The EU also offered easier visas for business travelers and students to those African countries that will agree to take back citizens that have entered the EU illegally and do not qualify for asylum.

While the EU conflates development aid to migration, many questions are left unanswered. It is very likely that large sums of that money will be spend to tighten border security rather than implementing development projects or dealing with the root causes of migration. It goes without saying that EU member states will spend their money where they have strategic interests along the migratory routes rather than targeting the regions where the needs are greatest.

Along with the root causes of migration, EU leaders failed to address the hard questions about the trafficking networks that operate inside many African countries. The business of trafficking people across the Sahara, and from there to the Mediterranean sea, earns hundreds of millions of dollars annually for the networks that operate practically under immunity. Tracking that money might be more efficient and cost effective than building fences and destroying fishermen boats.

Europe needs a multilateral approach in order to deal with economic migration and a clear recognition that migration from Africa will not cease but will continue to grow under the pressure of demographics and financial inequality.

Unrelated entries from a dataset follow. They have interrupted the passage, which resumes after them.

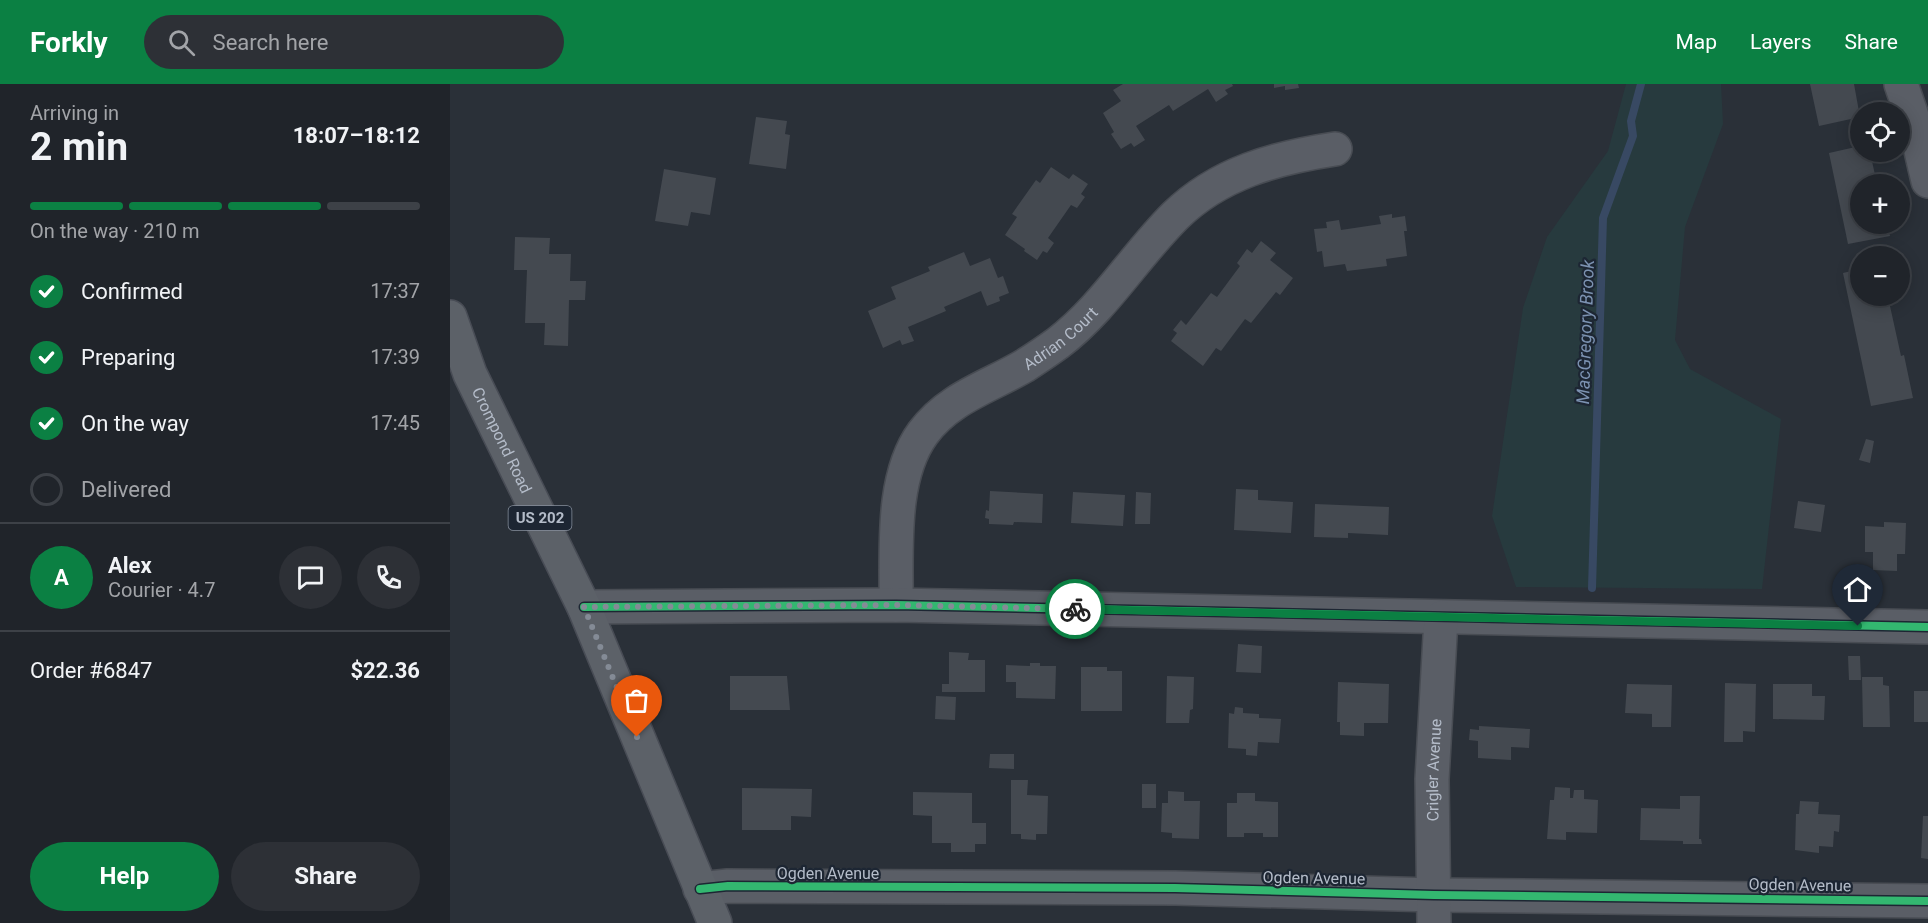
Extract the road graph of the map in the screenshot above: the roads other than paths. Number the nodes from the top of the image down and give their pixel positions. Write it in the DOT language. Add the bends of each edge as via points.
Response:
graph roads {
  1 [pos="1901,84"];
  2 [pos="1335,149"];
  3 [pos="1928,181"];
  4 [pos="450,316"];
  5 [pos="896,605"];
  6 [pos="584,607"];
  7 [pos="1441,618"];
  8 [pos="1928,627"];
  9 [pos="700,889"];
  10 [pos="1928,901"];
  11 [pos="1434,909"];
  12 [pos="716,923"];
  1 -- 3 [label="street"];
  2 -- 5 [label="street, Adrian Court" via="1267,162 1203,192 1175,216 1120,281 1059,342 942,412 922,434 900,492"];
  4 -- 6 [label="main road, Crompond Road / US 202" via="470,374"];
  5 -- 6 [label="street"];
  5 -- 7 [label="street"];
  6 -- 9 [label="main road, Crompond Road / US 202"];
  7 -- 8 [label="street"];
  7 -- 11 [label="street, Crigler Avenue" via="1432,778"];
  9 -- 11 [label="street, Ogden Avenue" via="1164,888"];
  9 -- 12 [label="main road, Crompond Road / US 202"];
  10 -- 11 [label="street, Ogden Avenue"];
}
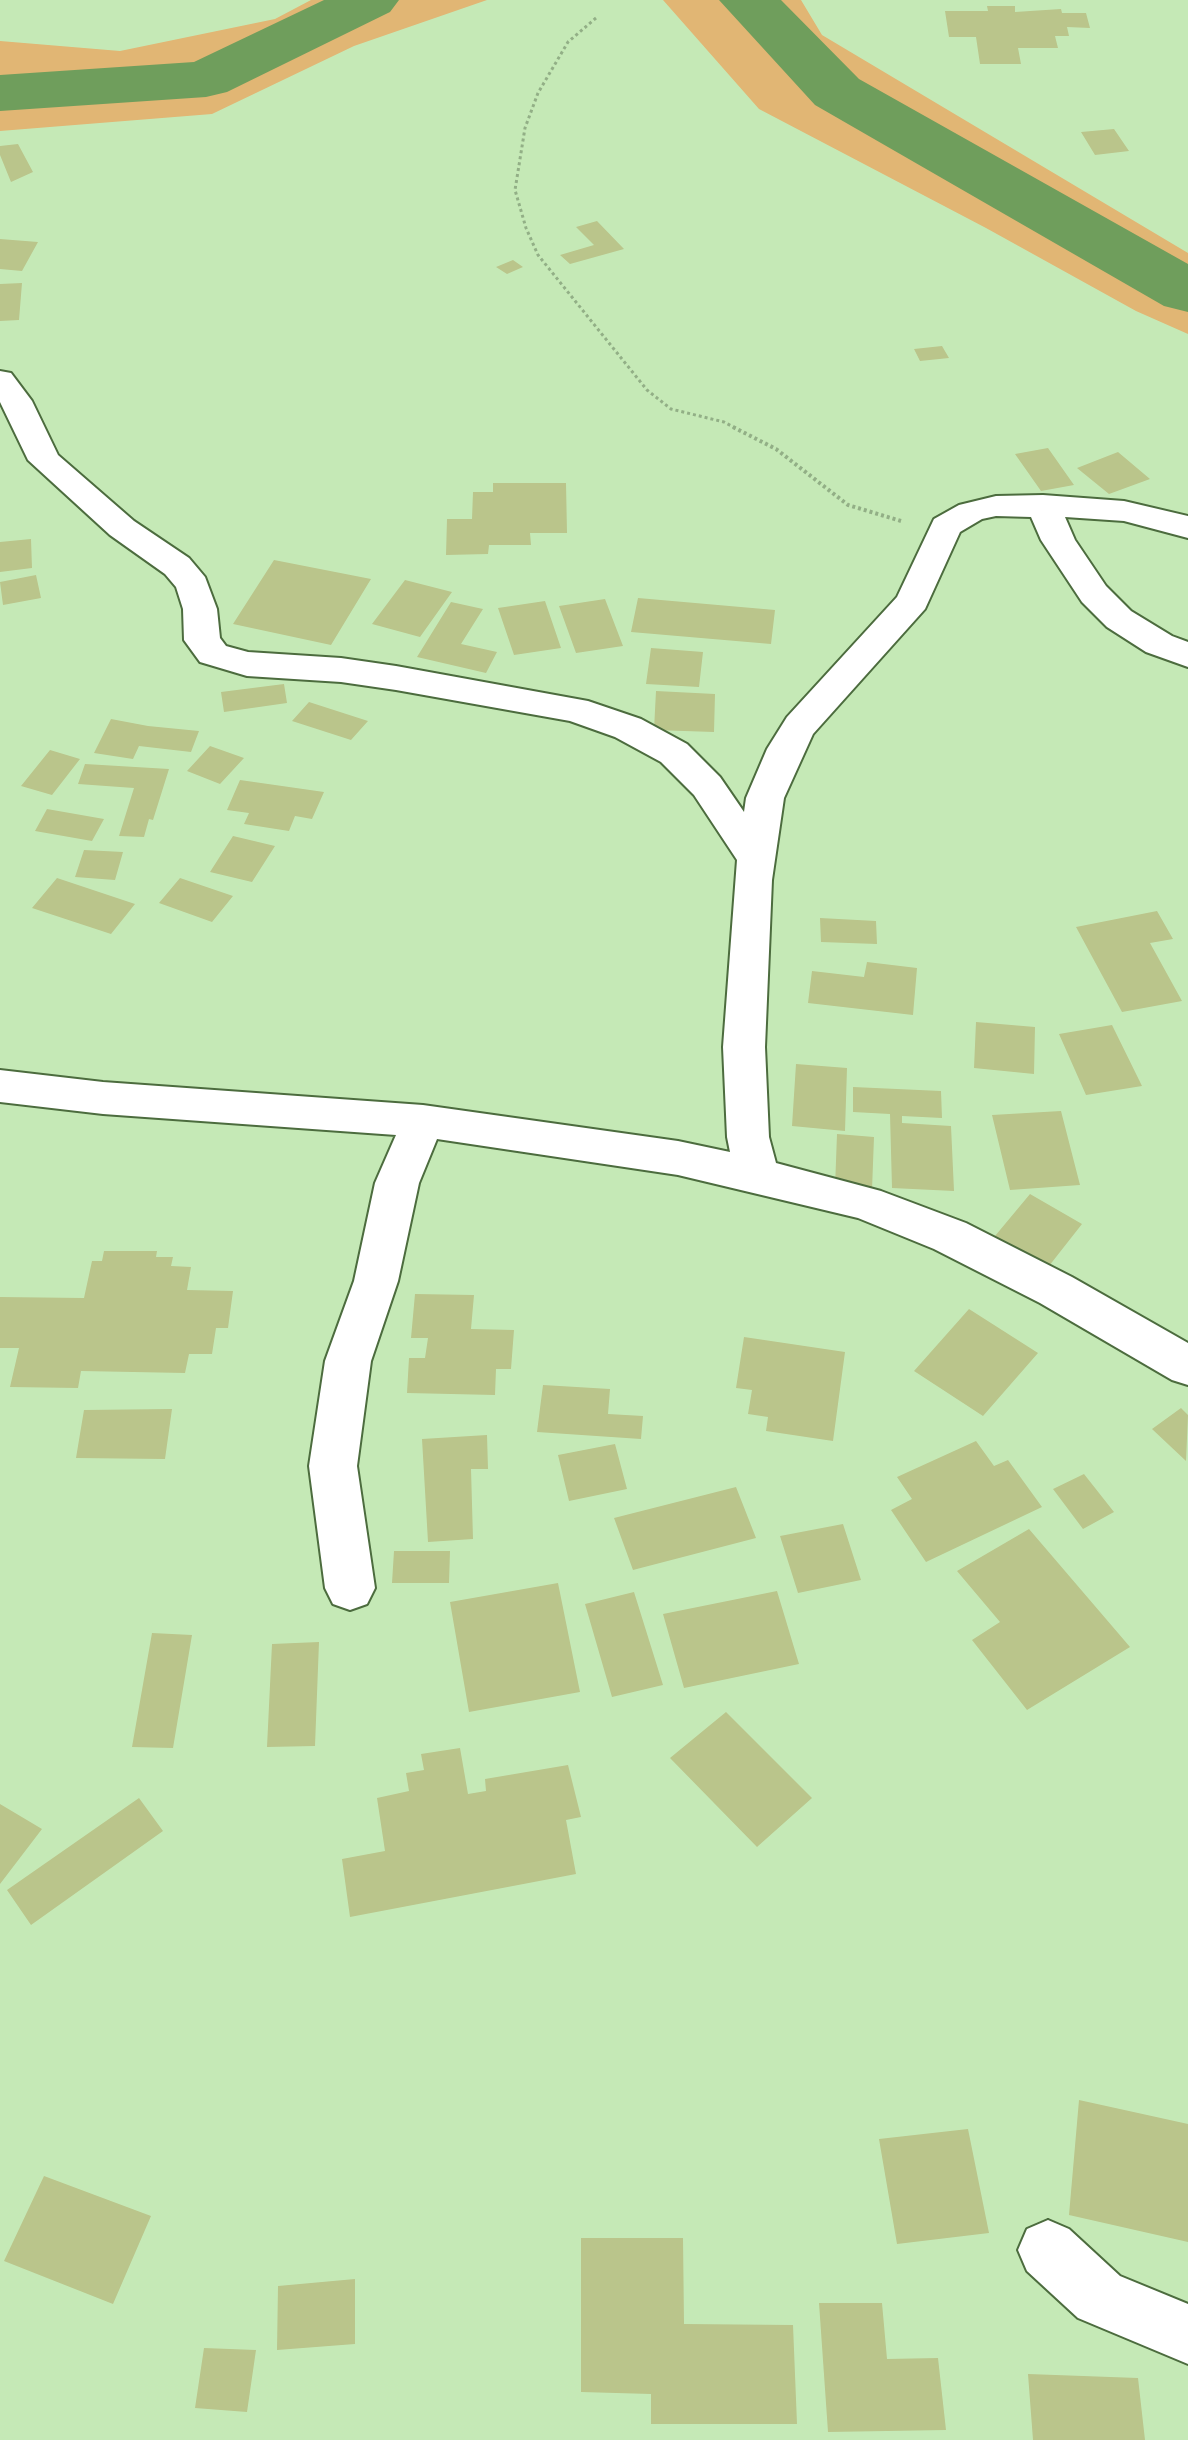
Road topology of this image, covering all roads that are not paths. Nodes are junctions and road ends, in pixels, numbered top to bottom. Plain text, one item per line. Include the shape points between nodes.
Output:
1 (0, 380) edge
2 (1043, 505) junction
3 (1188, 528) edge
4 (1188, 655) edge
5 (755, 857) junction
6 (0, 1086) edge
7 (423, 1121) junction
8 (757, 1175) junction
9 (1188, 1366) edge
10 (350, 1588) dead end
11 (1048, 2250) dead end
12 (1188, 2334) edge

1 - 5 street via 44,460 122,528 177,566 193,585 202,640 213,654 247,664 396,678 575,710 628,728 674,753 707,786
2 - 3 street via 1124,511
2 - 4 street via 1065,553 1094,594 1119,619
2 - 5 street via 996,506 946,526 913,601 800,726 786,749 765,798
5 - 8 street via 744,1047 745,1111
6 - 7 street
7 - 8 street via 678,1158
7 - 10 street via 397,1183 376,1281 348,1361 333,1466
8 - 9 street via 866,1203 950,1236
11 - 12 street via 1099,2297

A larger quota system that would select migrants for specific jobs based on the host country's needs and the person's qualifications, could impose some stability to the influx of migrants and make the journey to Europe safer. Providing training in the country of origin with the dual aim of creating local jobs and also preparing potential migrants for their new life abroad is a far better investment than just pouring money in the pockets of local politicians who often score low when it comes to human rights.

But this requires large scale coordination not only between European and African countries but also among European countries themselves. If we want to save lives political improvisation has to end today. Otherwise the worst is yet to come.